Perhaps I was wrong when I cited those lines, thanks for the clarification. However, calling get_flux_for_time with the hemisphere flag set to N and S results in returning exactly the same gridflux, which was my original concern. It is my understanding that ovation can provide flux for each hemisphere separately, and not a merged flux, right? Changing the 'hemi' flag only changes the grid_mlats, which maybe is not exactly the desired behavior..

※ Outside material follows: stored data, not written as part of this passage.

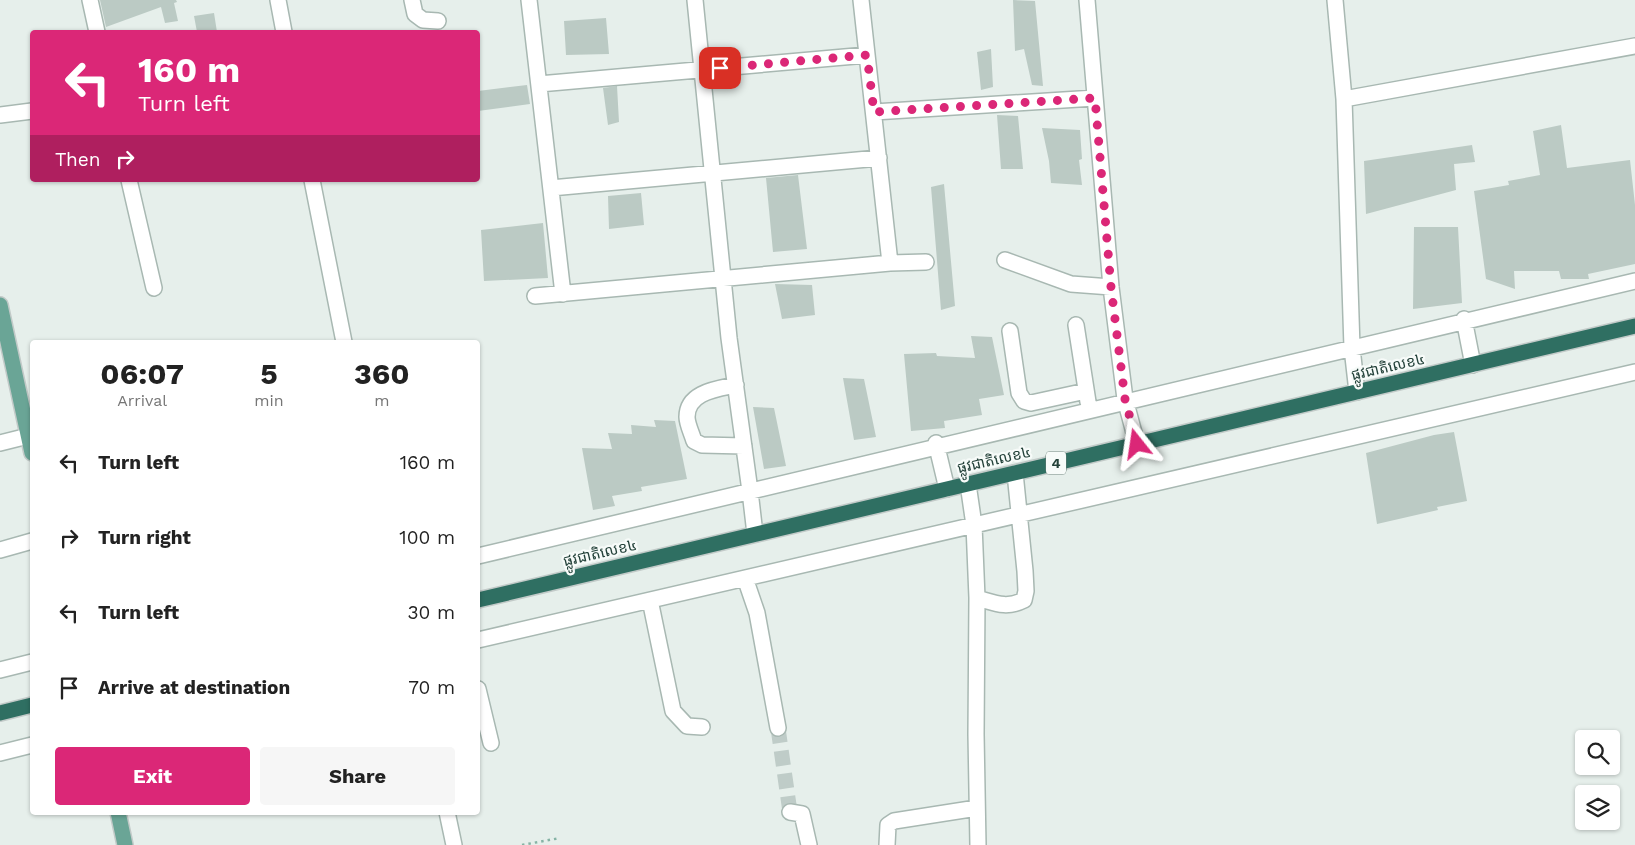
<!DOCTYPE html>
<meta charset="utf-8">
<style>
:root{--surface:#fff;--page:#f6f6f6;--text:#222;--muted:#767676;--accent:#db2777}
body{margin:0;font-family:"Work Sans","Noto Sans Khmer",sans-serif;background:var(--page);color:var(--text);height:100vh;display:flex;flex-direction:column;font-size:19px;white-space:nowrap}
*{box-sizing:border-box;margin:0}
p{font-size:16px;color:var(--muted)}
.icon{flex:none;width:28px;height:28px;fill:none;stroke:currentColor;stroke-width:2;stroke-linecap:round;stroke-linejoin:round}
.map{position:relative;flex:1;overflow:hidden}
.side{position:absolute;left:30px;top:340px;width:450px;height:475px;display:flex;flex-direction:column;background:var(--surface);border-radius:5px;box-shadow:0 1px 4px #0004}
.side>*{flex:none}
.banner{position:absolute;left:30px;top:30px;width:450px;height:152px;border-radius:5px;box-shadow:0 1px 4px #0004;background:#db2777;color:#fff;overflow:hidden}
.fabs{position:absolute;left:1575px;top:730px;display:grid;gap:10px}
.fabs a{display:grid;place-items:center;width:45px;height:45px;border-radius:5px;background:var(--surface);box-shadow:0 1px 4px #0004;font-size:25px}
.pin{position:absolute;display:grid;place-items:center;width:42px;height:42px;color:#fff;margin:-21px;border-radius:10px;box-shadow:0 2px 8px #0006}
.me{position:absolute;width:55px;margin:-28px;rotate:345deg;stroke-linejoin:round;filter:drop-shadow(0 0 4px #0008)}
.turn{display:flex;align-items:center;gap:18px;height:105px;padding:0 25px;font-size:22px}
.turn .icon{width:65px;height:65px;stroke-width:2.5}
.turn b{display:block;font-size:35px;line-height:42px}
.then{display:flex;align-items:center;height:48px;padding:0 25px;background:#0003;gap:10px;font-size:19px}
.eta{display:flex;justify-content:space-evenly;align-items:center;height:85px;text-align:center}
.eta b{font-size:30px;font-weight:700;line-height:35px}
.cta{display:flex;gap:10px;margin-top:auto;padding:10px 25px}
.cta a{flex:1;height:58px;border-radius:5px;background:var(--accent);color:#fff;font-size:20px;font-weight:700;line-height:58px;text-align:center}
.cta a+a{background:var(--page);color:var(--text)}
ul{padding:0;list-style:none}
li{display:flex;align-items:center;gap:15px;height:75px;padding:0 25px}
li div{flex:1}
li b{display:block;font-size:19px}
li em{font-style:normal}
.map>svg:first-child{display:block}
.building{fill:#bbcac4}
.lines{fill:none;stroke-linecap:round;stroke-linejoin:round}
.minor-tunnel{stroke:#bfccc8;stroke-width:15;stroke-dasharray:15 8;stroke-linecap:butt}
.minor-casing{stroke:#a8b8b2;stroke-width:18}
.major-casing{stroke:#c2cac8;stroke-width:18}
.highway-casing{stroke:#c2cac8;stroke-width:18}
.path{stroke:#86b3a5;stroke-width:2.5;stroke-dasharray:2.5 4;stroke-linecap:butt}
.minor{stroke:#fff;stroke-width:15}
.major{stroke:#6aa596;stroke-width:15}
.highway{stroke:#2f6f62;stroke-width:15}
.route{stroke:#db2777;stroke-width:9;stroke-dasharray:0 16.2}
.labels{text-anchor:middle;stroke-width:4.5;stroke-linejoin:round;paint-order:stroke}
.shield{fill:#f7fbf9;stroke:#637a73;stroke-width:1}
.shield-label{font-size:14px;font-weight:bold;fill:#24423a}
.street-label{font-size:15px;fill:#24423a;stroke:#f7fbf9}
</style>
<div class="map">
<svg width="1635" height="845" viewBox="0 0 1635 845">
<rect width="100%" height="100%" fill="#e6efeb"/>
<path class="building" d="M100,0H176L177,2L174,3L178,21L165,23L161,7L106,27Z
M1013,0L1035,1L1043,86L1032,85L1024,49L1015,51Z
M214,13L217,32H197L194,16Z
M606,18L609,54L566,55L564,21Z
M991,49L993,87L981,90L977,52Z
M527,85L530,104L478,111V91Z
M617,86L619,122L608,125L603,88Z
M997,115L1018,116L1023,169H1001Z
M1561,125L1567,168L1630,160L1635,205V264L1588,274L1589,279H1561L1559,271H1514L1515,289L1486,279L1474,191L1509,185L1508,181L1540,175L1533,131Z
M1042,128L1080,130L1082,159L1079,160L1082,185L1051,183L1049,161Z
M1472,145L1475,162L1454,164L1456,190L1366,214L1364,161Z
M798,175L807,249L773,252L766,178Z
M944,184L955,306L941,310L931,187Z
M641,193L644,225L609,229L608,196Z
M543,223L548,278L484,281L481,230Z
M1414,227H1458L1462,303L1413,309Z
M775,284L812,285L815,315L782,319Z
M971,336L992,337L1004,395L979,399L982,415L944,421L945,428L911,431L904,354L936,353L937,356L975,358Z
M843,378L864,379L876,437L854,440Z
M753,407L774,408L786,466L764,469Z
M654,420L675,421L687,479L641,487L642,491L612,496L615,506L593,510L582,448L612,449L608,433L632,434L631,425L656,427Z
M1454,432L1467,501L1437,507L1438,510L1377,524L1366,453L1434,435Z"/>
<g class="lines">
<path class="minor-tunnel" d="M778,728L790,812"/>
<defs>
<path id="minor" d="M90,0L97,32
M278,0L284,32
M412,0L415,14L423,20L438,21
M529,0L563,294
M695,0L729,338L750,491L755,534
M861,0L890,263
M1087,0L1111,287L1125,399L1137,444
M1335,0L1344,99L1352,348L1357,392
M539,84L867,55
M1344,99L1635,46
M874,112L1095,98
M0,115L32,111
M129,180L154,288
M312,180L344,342
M551,188L879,158
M1005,260L1071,284L1111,287
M535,296L890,263L926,262
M1464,319L1473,365
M1076,325L1088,402
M1010,331L1019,393L1024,401L1031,403L1086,391
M736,385C717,389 687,392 687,417C687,424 692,434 694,441L702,445L744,446
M0,443L28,436
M936,443L947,489
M968,484L974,525L977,598L976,734L978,845
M0,550L32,541
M478,556L1635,281
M745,578L757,613L778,728
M977,598C995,603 1006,609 1024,600L1026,591L1025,571L1015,473
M650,600L673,711L687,726L702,727
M478,640L1635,372
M0,670L32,662
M478,689L491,743
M0,753L32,745
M447,812L454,845
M790,812L802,814L809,845
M887,845L888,825L894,821L977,808"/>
<path id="major" d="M0,305L32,453
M118,812L125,845"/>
<path id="highway" d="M478,600L1635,326
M0,713L32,705"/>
</defs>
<use href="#minor" class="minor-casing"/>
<use href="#major" class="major-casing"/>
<use href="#highway" class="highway-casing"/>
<path class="path" d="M522,845L560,838"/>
<use href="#minor" class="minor"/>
<use href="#major" class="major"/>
<use href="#highway" class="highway"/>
</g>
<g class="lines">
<path class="route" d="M720,68L867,55L874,112L1095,98L1111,287L1125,399L1137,444"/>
</g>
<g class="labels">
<rect class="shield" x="1046" y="451.5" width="20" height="23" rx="4"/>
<g class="shield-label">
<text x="1056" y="468">4</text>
</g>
<g class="street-label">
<text transform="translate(1388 367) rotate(-13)" y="5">ផ្លូវជាតិលេខ៤</text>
<text transform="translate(994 460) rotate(-13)" y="5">ផ្លូវជាតិលេខ៤</text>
<text transform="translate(600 553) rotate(-13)" y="5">ផ្លូវជាតិលេខ៤</text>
</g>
</g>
</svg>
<div class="fabs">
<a><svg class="icon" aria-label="search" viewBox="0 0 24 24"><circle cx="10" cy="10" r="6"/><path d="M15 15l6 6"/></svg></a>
<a><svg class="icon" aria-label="layers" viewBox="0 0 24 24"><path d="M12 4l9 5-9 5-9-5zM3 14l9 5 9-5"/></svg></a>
</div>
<div class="pin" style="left:720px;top:68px;background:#d93025"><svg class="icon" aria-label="arrive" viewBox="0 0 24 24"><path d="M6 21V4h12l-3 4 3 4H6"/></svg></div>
<svg class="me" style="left:1137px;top:444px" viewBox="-20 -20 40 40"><path d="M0-17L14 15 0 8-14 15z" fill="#db2777" stroke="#fff" stroke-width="4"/></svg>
<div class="banner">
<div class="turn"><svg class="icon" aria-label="left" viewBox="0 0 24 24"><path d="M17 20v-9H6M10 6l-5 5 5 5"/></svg><div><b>160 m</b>Turn left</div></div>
<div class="then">Then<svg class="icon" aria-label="right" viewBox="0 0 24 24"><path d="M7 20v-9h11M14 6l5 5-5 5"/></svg></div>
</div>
<section class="side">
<div class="eta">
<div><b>06:07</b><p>Arrival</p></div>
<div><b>5</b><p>min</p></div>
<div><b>360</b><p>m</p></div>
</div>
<ul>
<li><svg class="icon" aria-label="left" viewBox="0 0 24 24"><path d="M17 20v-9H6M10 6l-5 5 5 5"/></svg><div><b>Turn left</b></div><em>160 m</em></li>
<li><svg class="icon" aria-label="right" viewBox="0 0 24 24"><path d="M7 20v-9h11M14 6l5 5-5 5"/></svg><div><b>Turn right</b></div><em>100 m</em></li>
<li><svg class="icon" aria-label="left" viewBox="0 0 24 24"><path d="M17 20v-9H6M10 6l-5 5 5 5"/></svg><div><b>Turn left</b></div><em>30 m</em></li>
<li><svg class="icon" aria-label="arrive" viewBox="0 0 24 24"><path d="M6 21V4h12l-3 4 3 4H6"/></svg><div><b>Arrive at destination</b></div><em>70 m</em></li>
</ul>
<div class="cta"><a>Exit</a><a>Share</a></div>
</section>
</div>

My understanding is that combining the northern and southern data is the desired behavior. There were magnetic local time coverage issues with the DMSP data used to create the model and there's a coverage gap in the post-midnight sector. To minimize the impact of the gap, predictions are created for both hemispheres and then averaged for the final prediction. This is how it was done in the IDL code I translated to make OvationPyme, so I'm going to leave that as the default for now. However, I added an optional kwarg to turn it off (combine_N_and_S=False) in get_flux_for_time.
With the fix I was referring to in my previous comment, you should be able to get the correct Northern and Southern predictions using the notebooks. They often aren't very different, except for bad bins and coverage gaps.

So I think I figured out where I've been going wrong. You're correct that the desired behavior in that part of the routine is to merge the hemispheres to fix the bad bins/gaps/ etc, and to interpolate that post-midnight sector. I'm referring to creating a separate southern hemisphere prediction entirely. If you're using the same IDL source I am, look for the 'seasonalmodel.doc' file.

The model is used by calling n_or_s=3 (combines hemispheres). The returned precipitation map is valid for the day called in the northern hemisphere. If it is desired to get the southern hemisphere precipitation, it is necessary to call season_epoch again, this time with
south_day = ((real_day + 365/2) mod 366) where
real_day = actual day of the year (still use n_or_s=3).

Using this procedure, I can reproduce results published in a Martines-Bedenko, Sun and Geosphere 2018 paper where they publish a model prediction of both hemispheres separately. That paper uses some funny color scales, but that method can lead to some drastically asymmetric predictions between hemispheres at times, which is something I'm trying to investigate. Ultimatey, DMSP data would be best, but I haven't found any handy python snippets to grab imager data from DMSP.